For more than two decades, Pat Gann negotiated with Atlanta’s mayoral staffs and its parks department, corporate officials, public relations personnel, homeowners, vendors, volunteers and employees, artists and food sales people, meeting almost round the clock for days on end.

To her, the pacey schedule was heaven, because the final product was the beloved Arts Festival of Atlanta, a multi-day extravaganza featuring dance and theatre performances, food, demonstrations, visual art, sculpture and stunning crafts. Held in Piedmont Park most years, the festival routinely drew more than a million visitors. At the close of each year’s event, Pat would be already focusing on future ones.

“There were big hurdles, but my mother loved it,” said Betsy Gann. “She was a dynamo and was never happier than when she was solving problems. She thrived on the process of getting things done.”

James Wiley, who managed facilities for the festival for 16 years, said Pat Gann was “unflappable. She dealt with the city and the parks department, and they could be difficult. She interacted with so many people, but never got anyone mad — she was very pleasant.”

Pat Davis Gann, 87, died June 14, seven months after a debilitating stroke, said daughter Whitney Gann. “One minute she was talking and driving and then she wasn’t.”

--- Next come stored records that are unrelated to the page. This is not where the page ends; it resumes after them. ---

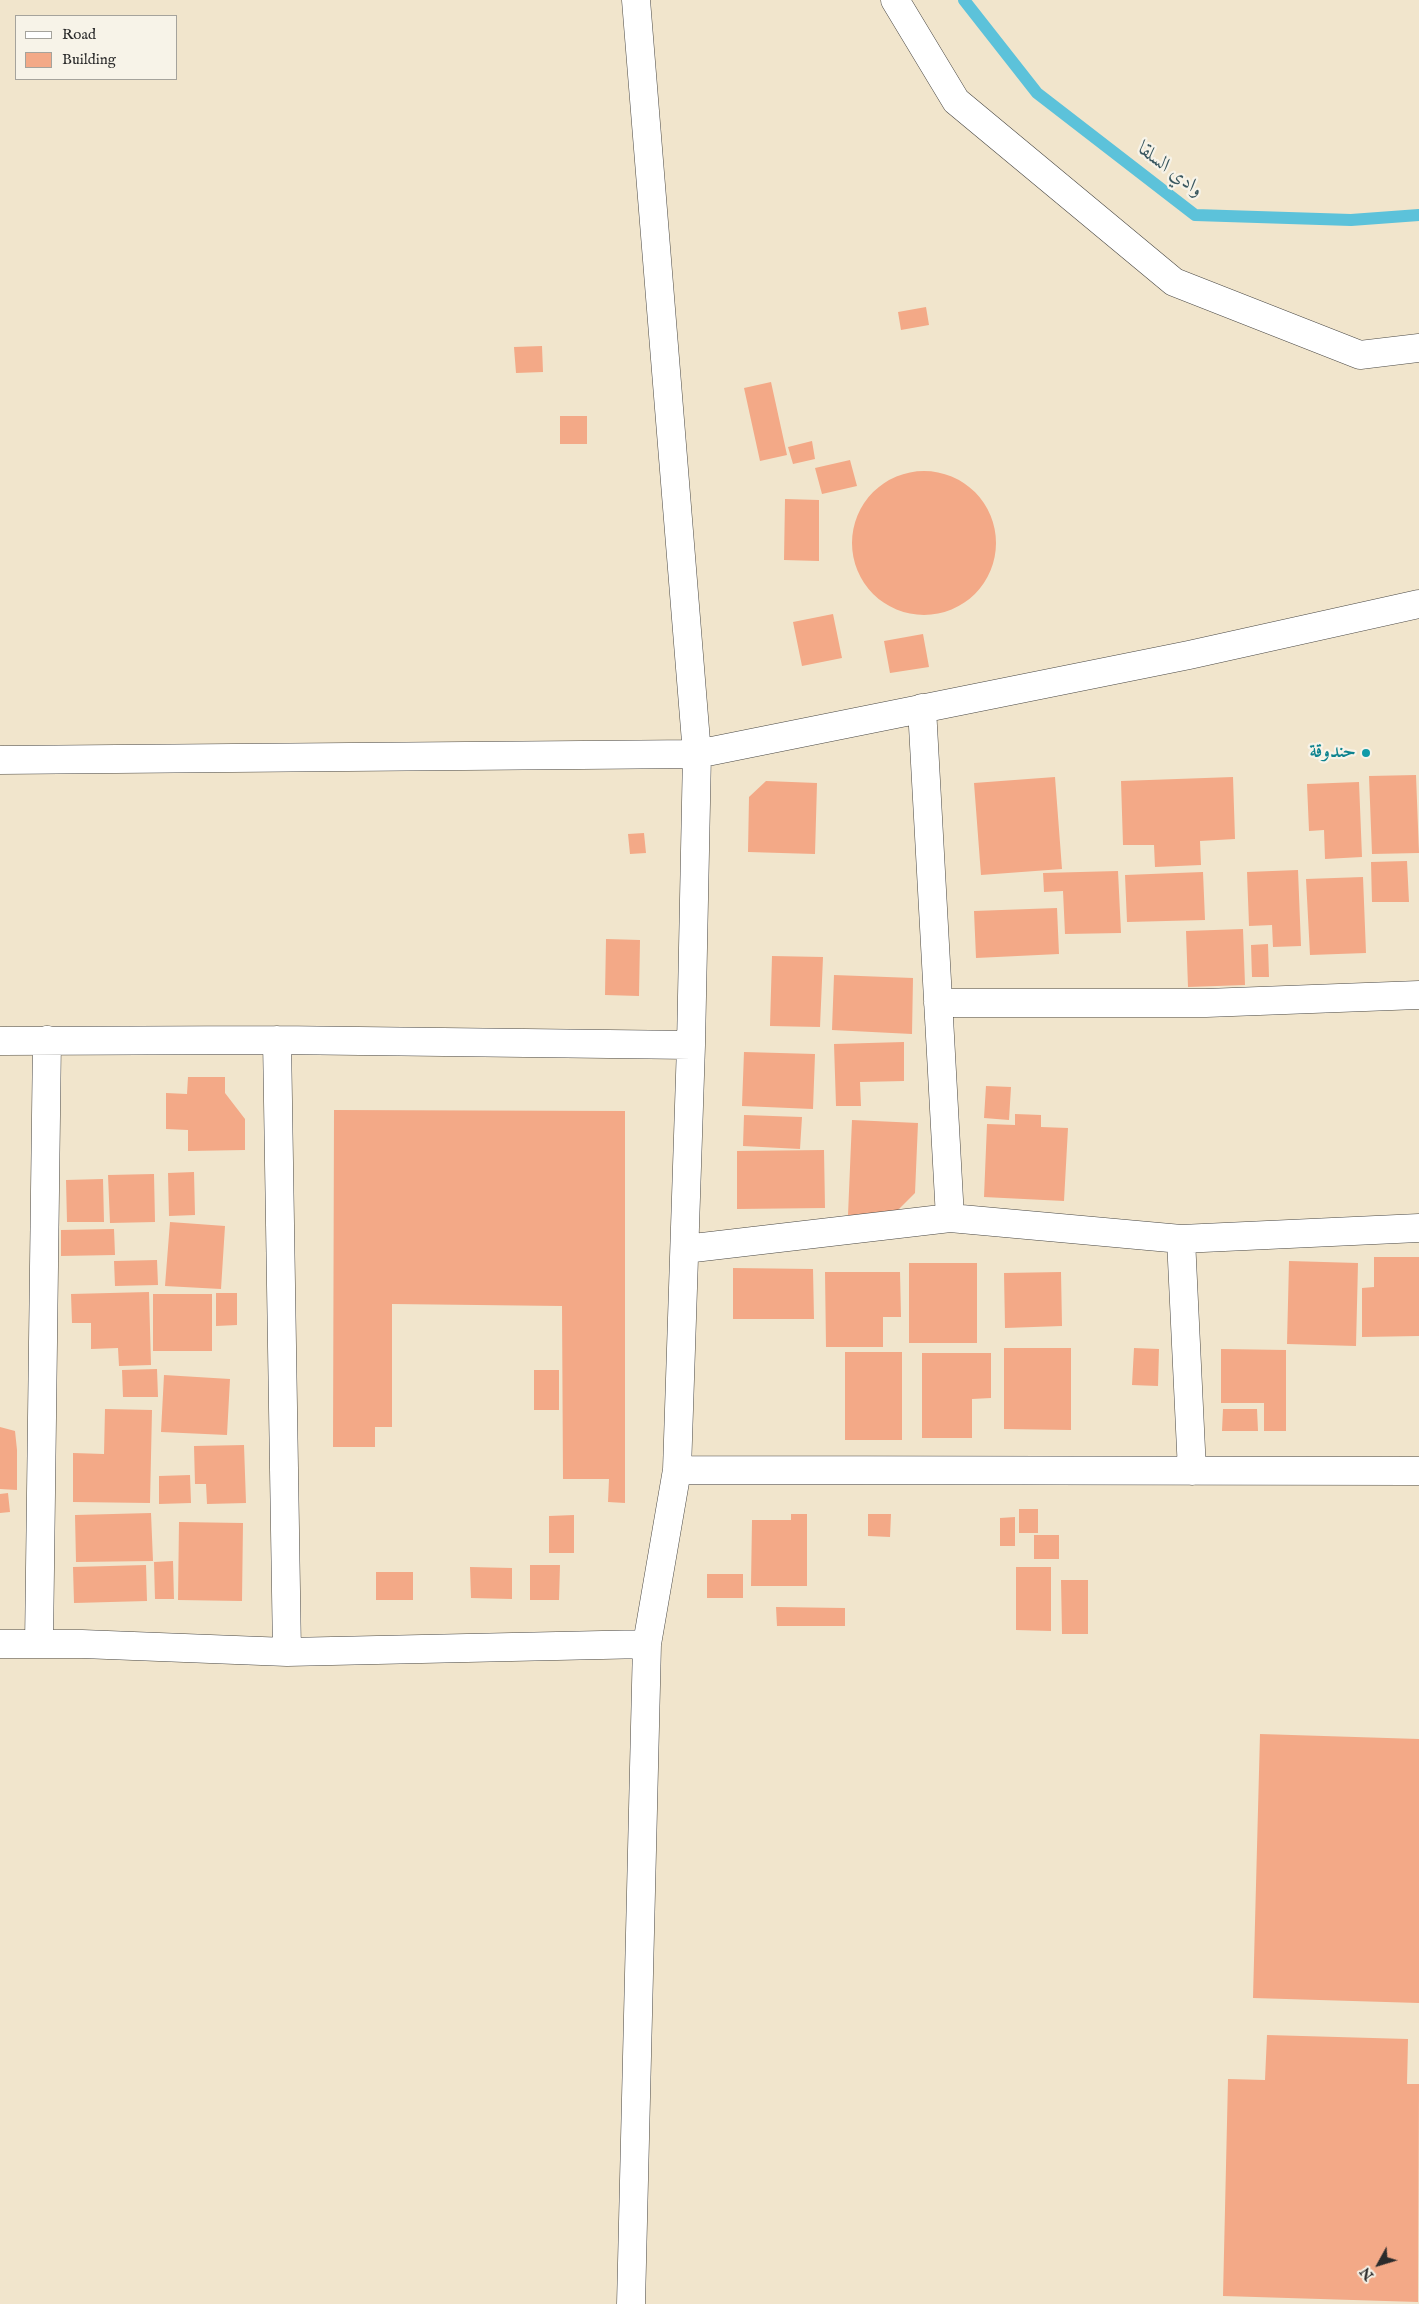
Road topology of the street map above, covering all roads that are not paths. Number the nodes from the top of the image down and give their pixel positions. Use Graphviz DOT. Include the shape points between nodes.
graph roads {
  1 [pos="636,0"];
  2 [pos="895,0"];
  3 [pos="1419,348"];
  4 [pos="1419,604"];
  5 [pos="922,708"];
  6 [pos="697,754"];
  7 [pos="0,760"];
  8 [pos="1419,994"];
  9 [pos="938,1003"];
  10 [pos="47,1040"];
  11 [pos="277,1040"];
  12 [pos="0,1041"];
  13 [pos="691,1045"];
  14 [pos="950,1218"];
  15 [pos="1419,1228"];
  16 [pos="1181,1239"];
  17 [pos="684,1249"];
  18 [pos="677,1470"];
  19 [pos="1192,1471"];
  20 [pos="1419,1471"];
  21 [pos="0,1644"];
  22 [pos="39,1644"];
  23 [pos="646,1644"];
  24 [pos="287,1652"];
  25 [pos="631,2304"];
  1 -- 6 [label="street"];
  2 -- 3 [label="street" via="956,101 1174,282 1360,355"];
  4 -- 5 [label="street" via="1189,655"];
  5 -- 6 [label="street"];
  5 -- 9 [label="street"];
  6 -- 7 [label="street"];
  6 -- 13 [label="street"];
  8 -- 9 [label="street" via="1206,1003"];
  9 -- 14 [label="street"];
  10 -- 11 [label="street"];
  10 -- 12 [label="street"];
  10 -- 22 [label="street"];
  11 -- 13 [label="street"];
  11 -- 24 [label="street"];
  13 -- 17 [label="street"];
  14 -- 16 [label="street"];
  14 -- 17 [label="street"];
  15 -- 16 [label="street"];
  16 -- 19 [label="street"];
  17 -- 18 [label="street"];
  18 -- 19 [label="street"];
  18 -- 23 [label="street"];
  19 -- 20 [label="street"];
  21 -- 22 [label="street"];
  22 -- 24 [label="street"];
  23 -- 24 [label="street"];
  23 -- 25 [label="street"];
}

Gann was born on February 17, 1936, the only child of Edward and Emma Davis, in Washington, D.C. Her father worked for the state department and traveled to India to help with agricultural matters. Her mother was from Baton Rouge, and every Christmas — and sometimes Thanksgiving — Pat would make a gumbo with the turkey carcass, following her mother’s recipe.

“It was the best thing in the world, and I’m never going to have it again,” said Betsy Gann “There wasn’t a written recipe, she just made it.”

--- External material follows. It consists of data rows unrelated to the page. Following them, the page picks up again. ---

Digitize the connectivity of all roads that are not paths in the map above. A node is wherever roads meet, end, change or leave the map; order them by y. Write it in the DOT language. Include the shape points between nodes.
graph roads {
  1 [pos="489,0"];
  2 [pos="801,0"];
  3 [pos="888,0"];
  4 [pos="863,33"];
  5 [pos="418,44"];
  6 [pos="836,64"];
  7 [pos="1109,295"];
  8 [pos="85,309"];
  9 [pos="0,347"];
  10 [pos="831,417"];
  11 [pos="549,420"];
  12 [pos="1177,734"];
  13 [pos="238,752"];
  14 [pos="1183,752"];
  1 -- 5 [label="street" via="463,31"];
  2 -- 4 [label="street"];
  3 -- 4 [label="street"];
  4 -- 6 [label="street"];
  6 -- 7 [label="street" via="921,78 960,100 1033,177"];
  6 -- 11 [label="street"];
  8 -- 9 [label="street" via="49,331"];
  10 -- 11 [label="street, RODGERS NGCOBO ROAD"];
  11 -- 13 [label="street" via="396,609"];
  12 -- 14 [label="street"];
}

Her adventurous spirit led Pat into getting a pilot’s license as a teenager. She graduated from the University of Maryland with a math degree. After she married Archibald Gann, they moved to Atlanta, where he had a position with IBM. Nine months later, their first child was born, followed soon after by a second daughter and eventually by a son and another girl. Pat joined the Junior League and began volunteering, including her involvement with the creation of the Center for Puppetry Arts. She was working for a recruiting firm in 1976 when she spotted the job of directing the arts festival. At a friend’s suggestion, she applied and was hired.

The Arts Festival of Atlanta had grown rapidly from its 1954 backyard beginnings in Buckhead. The next year, it moved to Piedmont Park, gradually increasing in scope to include theatre and dance performances, sculpture, a curated arts display, children’s activities and an artists market.

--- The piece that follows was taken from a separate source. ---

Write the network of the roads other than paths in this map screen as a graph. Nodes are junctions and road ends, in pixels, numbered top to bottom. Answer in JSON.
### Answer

“She wasn’t artistic, she was organized,” said Whitney Gann. As the youngest child in the family, Whitney just “hung out” at the festival the entire time it was going on and rode on the horses of the mounted police officers.

Pat had an “ability to get people to do what they didn’t want to and love her for it,” said Jennifer Gann. “All the charm just barely hid a will you didn’t want to cross.”

In 1979, the Alliance Theatre brought Richard Dreyfuss and Paul Winfield in a festival production of “Othello.” Regional and national artists exhibited. By 1985, almost 2.5 million people came to Piedmont Park for the festival, which seemed to unfold without a hitch.

“I loved working with Pat, she was always open to new ideas,” said retired University of Georgia art professor and artist Bill Paul of Athens. He curated visual art for the festival and remembered mounting important exhibitions in the Bathhouse space in the 1980s, including ones by Howardina Pindell and Betye Saar. He said he and Pat “tried to fairly represent the diversity and population of Atlanta community with a mixture of local and national artists.”

The Arts Festival of Atlanta moved from Piedmont Park in 1997 to Centennial Olympic Park in downtown Atlanta, where it ran into severe financial troubles. Pat resigned and the Atlanta Arts Festival was no more.

After retirement, Pat wanted something to do so she started walking dogs and taking care of cats. She liked having things on her calendar, Betsy Gann said, so she routinely lunched with friends when she wasn’t tending people’s pets. She was also “a news junkie,” her daughter said, until she had the stroke.

In addition to her daughters, Pat Gann is survived by a son, Edward Gann, and a granddaughter, Hollis Crosby.